En cuanto al santón, unos dicen que en realidad nunca existió más que en el imaginario del sultán. Otros afirman (y existen pruebas al respecto) que era un agente secreto del sultán, del cual éste se sirvió para librarse de los poderosos doctores de la ley, y al mismo tiempo controlar la sedición en curso.

Otros dicen que en realidad el sultán es sólo una metáfora del ego dominante en cada uno de nosotros. Dicen incluso que el sultanato es nuestro cuerpo, el santón es la conciencia religiosa y los cuarenta días de defenación son el retiro espiritual de purificación de nuestro ego.

Aún hay otros que dicen que la última parte del cuento es como sigue: el sultán y el santón intercambiaron sus papeles, sin que nadie lo supiese, y el sultán se pasó el resto de sus días predicando la renuncia, mientras el santón conquistaba nuevos territorios, en los que impuso por la fuerza la santidad y la renuncia, ayudado por los sediciosos.

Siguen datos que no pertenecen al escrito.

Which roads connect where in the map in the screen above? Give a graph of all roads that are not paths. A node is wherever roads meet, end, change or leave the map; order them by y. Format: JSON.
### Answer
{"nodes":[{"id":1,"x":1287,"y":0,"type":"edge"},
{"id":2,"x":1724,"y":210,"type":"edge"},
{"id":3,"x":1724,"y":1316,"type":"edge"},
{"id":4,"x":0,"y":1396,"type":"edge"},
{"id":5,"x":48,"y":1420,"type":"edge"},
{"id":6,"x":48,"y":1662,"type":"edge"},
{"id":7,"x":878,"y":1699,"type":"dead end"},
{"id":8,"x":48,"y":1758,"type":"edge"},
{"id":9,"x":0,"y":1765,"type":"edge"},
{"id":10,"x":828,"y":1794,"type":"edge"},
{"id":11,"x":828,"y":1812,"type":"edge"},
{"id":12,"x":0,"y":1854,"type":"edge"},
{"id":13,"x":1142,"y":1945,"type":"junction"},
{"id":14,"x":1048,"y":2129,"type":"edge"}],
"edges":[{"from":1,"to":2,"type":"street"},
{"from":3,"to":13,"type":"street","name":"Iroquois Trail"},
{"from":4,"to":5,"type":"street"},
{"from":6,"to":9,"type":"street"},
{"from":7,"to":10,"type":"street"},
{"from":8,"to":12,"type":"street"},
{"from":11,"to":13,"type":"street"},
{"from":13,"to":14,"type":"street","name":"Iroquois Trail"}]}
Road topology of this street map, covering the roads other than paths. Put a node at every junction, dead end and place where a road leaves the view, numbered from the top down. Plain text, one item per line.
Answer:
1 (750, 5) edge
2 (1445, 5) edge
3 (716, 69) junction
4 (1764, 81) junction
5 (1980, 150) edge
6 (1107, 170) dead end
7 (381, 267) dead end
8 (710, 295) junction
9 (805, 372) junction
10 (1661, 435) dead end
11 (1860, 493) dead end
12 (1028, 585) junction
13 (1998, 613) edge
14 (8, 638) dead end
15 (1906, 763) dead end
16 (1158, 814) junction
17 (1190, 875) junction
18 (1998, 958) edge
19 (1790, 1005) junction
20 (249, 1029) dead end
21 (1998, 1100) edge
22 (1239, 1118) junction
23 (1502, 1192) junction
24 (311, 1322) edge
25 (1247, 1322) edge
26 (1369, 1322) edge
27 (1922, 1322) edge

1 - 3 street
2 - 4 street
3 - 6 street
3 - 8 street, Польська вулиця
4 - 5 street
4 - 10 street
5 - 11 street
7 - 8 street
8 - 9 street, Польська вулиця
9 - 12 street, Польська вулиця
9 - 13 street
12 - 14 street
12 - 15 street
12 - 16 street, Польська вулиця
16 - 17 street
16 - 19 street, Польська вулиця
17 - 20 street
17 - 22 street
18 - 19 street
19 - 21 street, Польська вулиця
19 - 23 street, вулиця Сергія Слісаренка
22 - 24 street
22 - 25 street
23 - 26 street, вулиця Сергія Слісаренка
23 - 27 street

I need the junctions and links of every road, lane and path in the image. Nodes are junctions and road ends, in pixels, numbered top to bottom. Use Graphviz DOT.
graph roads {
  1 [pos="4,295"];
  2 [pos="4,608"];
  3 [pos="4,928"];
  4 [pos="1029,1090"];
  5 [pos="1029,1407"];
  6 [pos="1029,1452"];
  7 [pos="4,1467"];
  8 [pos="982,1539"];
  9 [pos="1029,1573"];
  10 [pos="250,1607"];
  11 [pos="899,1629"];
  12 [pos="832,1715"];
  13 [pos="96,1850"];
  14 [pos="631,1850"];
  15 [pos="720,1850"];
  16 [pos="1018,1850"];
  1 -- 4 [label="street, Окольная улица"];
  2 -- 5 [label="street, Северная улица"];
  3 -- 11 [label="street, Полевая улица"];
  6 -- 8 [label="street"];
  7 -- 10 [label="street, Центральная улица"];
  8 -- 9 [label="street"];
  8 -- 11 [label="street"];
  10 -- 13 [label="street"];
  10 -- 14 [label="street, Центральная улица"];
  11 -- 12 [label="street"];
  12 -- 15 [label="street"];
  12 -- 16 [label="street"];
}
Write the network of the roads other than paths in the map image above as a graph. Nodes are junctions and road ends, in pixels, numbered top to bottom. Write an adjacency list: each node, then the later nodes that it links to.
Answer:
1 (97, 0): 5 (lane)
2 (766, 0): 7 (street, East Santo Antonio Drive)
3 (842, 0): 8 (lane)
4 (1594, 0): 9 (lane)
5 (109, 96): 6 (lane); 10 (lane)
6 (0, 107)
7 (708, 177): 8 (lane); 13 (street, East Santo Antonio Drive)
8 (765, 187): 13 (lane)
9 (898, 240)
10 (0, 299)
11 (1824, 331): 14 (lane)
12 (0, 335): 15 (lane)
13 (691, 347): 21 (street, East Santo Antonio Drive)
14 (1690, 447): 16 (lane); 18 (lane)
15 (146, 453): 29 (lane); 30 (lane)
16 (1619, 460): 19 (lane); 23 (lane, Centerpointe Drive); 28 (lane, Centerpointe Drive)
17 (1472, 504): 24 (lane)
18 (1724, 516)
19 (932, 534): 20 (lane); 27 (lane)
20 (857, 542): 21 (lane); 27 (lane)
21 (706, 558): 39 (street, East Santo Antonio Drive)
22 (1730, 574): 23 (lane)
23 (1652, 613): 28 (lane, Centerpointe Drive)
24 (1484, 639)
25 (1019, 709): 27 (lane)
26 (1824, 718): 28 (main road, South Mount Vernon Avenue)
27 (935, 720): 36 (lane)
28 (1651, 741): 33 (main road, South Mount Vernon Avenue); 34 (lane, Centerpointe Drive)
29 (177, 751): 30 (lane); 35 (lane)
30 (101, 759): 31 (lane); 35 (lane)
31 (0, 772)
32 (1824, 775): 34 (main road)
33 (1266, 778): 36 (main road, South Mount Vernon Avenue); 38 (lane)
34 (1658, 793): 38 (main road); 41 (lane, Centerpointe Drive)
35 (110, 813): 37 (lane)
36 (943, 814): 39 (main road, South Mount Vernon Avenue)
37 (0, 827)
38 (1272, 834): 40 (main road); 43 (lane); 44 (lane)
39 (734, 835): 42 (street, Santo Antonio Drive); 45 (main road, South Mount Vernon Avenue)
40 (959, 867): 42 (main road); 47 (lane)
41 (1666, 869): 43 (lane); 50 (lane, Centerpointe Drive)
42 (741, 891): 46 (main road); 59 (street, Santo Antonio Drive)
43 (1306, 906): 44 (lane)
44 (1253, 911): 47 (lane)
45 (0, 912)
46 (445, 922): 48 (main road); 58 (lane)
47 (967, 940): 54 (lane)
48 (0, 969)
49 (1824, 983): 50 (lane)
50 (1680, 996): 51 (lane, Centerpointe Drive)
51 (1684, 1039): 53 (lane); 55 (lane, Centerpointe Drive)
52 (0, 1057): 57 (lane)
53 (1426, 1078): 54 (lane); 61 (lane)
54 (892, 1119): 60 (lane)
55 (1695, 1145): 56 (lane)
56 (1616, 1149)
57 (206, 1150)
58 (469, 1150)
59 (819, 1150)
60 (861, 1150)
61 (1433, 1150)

Otros, en fin, cuentan que el santón (¿o era el sultán?) fue deborado por las fieras, mientras predicaba entre los sediciosos la obediencia.

Pero sólo Al-lâh sabe lo que realmente sucedió y lo que no ha sucedido todavía, como sólo Él sabe lo que sucede y ha de suceder en el interior y en el exterior de cada uno de nosotros.